* **Task input**:

● ● ● ●

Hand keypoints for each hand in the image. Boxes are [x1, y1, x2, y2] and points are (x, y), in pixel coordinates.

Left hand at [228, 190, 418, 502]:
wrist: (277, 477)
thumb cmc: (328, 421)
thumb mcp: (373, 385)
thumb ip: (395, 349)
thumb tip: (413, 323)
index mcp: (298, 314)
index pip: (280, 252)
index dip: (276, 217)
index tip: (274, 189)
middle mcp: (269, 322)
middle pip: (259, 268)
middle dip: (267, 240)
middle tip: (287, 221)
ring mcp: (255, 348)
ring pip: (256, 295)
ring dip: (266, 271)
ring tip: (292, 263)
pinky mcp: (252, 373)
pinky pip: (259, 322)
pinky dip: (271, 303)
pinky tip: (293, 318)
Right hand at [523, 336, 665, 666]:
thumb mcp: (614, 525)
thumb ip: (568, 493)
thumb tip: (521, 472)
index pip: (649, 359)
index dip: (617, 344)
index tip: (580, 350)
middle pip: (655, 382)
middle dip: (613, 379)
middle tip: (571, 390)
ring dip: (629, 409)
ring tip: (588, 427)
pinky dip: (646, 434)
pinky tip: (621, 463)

● ● ● ●

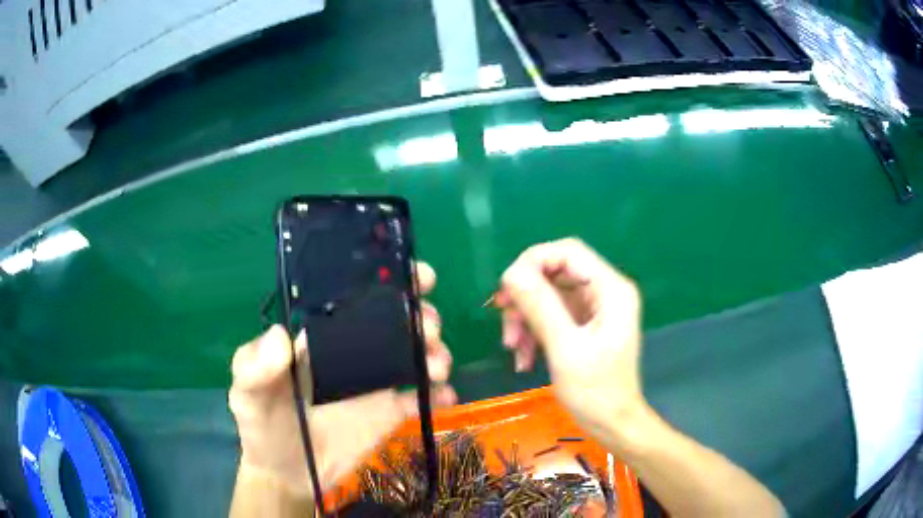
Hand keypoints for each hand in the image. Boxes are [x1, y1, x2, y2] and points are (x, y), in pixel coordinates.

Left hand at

● ● ● ●

* **The problem**:
Within the material above, the line with "middle dip: (613, 379)" opens the range and the line with "pinky tip: (621, 463)" closes it; reproduce that range word for word.

* **Response box**:
middle dip: (613, 379)
middle tip: (571, 390)
ring dip: (629, 409)
ring tip: (588, 427)
pinky dip: (646, 434)
pinky tip: (621, 463)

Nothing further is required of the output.